Stored data
+++

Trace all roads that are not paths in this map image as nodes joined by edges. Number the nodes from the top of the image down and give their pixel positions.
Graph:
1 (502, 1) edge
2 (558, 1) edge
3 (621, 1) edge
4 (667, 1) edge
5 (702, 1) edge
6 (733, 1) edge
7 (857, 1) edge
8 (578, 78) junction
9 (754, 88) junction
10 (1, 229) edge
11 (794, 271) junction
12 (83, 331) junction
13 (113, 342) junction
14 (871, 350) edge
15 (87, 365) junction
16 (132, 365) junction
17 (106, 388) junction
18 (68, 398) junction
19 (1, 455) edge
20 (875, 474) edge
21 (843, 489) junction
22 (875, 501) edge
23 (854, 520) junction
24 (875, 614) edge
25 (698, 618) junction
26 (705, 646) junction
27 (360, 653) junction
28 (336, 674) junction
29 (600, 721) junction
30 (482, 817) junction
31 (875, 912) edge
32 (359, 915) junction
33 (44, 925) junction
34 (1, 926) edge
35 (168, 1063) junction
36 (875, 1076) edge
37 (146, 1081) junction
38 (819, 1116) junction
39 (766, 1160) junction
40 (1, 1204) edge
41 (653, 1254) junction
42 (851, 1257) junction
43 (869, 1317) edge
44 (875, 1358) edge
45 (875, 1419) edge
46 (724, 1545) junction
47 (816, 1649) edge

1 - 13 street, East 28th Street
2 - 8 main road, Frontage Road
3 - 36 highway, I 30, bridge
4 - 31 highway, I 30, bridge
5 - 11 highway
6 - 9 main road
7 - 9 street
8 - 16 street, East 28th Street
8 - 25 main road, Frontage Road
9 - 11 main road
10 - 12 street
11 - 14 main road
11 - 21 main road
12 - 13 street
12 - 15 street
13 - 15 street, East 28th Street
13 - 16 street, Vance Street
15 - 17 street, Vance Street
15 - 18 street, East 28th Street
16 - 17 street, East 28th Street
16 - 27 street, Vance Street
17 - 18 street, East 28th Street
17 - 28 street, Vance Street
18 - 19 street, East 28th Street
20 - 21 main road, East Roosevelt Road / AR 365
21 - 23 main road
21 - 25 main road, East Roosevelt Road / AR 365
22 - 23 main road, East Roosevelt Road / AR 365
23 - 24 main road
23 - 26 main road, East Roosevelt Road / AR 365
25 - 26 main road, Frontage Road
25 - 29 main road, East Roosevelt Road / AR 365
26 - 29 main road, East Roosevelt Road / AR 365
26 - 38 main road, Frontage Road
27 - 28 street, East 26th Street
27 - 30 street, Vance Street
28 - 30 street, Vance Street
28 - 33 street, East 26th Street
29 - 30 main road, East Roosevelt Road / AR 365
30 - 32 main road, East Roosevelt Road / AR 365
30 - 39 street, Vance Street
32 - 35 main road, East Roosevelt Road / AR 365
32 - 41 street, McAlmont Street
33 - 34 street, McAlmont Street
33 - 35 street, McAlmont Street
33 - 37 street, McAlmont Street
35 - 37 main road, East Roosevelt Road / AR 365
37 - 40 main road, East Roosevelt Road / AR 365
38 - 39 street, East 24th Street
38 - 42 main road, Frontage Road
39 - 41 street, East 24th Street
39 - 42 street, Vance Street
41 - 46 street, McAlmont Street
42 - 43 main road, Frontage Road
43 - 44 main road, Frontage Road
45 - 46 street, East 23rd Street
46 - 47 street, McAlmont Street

+++

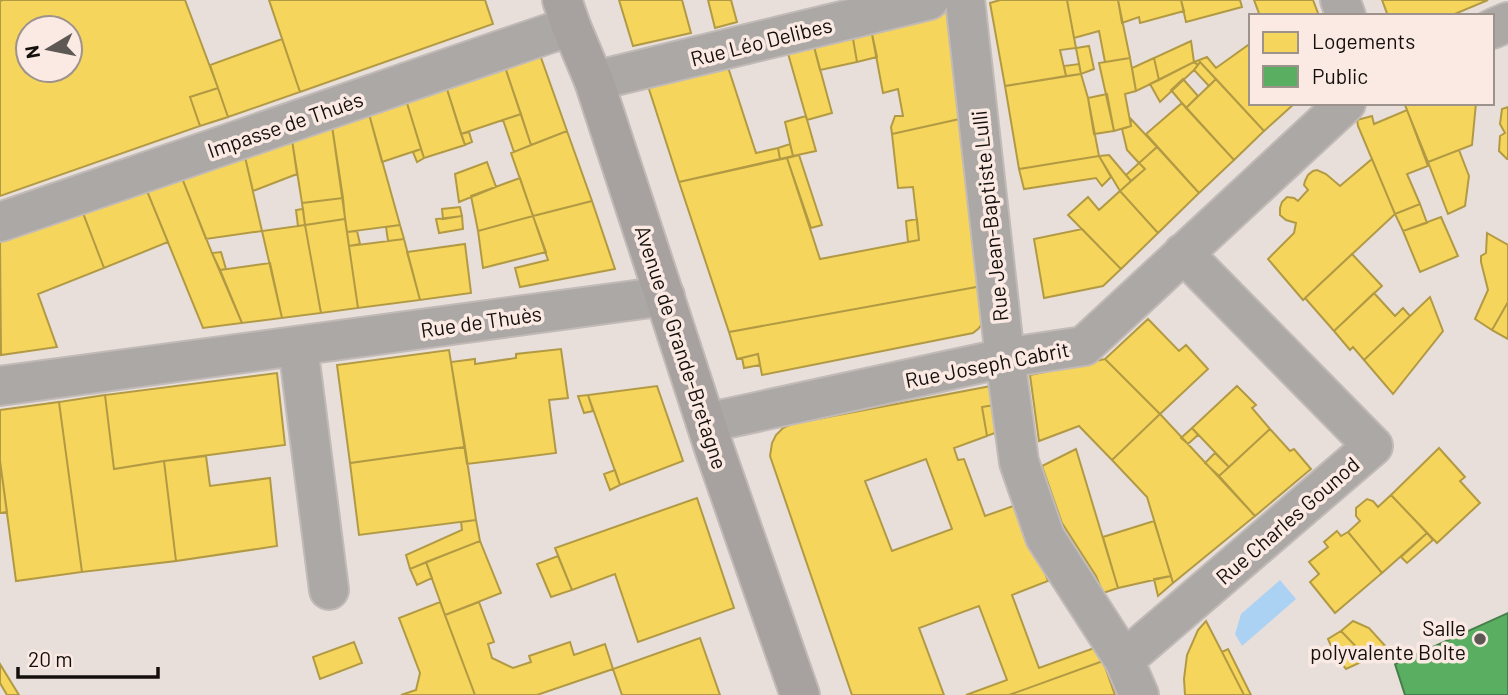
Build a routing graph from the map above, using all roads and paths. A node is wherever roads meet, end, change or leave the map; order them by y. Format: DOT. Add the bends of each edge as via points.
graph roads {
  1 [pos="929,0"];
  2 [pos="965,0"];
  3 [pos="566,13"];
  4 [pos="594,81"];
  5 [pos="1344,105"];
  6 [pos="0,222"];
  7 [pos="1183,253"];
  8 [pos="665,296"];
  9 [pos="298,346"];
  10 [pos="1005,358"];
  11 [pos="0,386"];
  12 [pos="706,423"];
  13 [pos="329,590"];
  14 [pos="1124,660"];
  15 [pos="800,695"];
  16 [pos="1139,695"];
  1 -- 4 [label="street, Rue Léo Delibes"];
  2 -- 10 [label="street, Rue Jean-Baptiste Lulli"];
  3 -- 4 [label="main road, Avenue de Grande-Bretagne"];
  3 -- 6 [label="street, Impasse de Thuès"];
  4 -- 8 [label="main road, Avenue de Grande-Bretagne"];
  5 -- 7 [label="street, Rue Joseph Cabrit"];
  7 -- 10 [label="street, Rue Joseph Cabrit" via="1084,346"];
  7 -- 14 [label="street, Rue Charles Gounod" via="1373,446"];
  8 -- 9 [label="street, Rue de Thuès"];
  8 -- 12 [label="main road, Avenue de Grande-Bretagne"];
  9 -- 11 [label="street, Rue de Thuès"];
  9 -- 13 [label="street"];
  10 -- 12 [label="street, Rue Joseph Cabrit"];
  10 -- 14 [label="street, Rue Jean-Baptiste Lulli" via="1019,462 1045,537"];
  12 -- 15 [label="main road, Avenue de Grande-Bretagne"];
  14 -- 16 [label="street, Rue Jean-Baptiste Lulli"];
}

+++

Required action:
Search the records for the string "highway" and, wherever a line contains it, please copy that line.

Response box:
3 - 36 highway, I 30, bridge
4 - 31 highway, I 30, bridge
5 - 11 highway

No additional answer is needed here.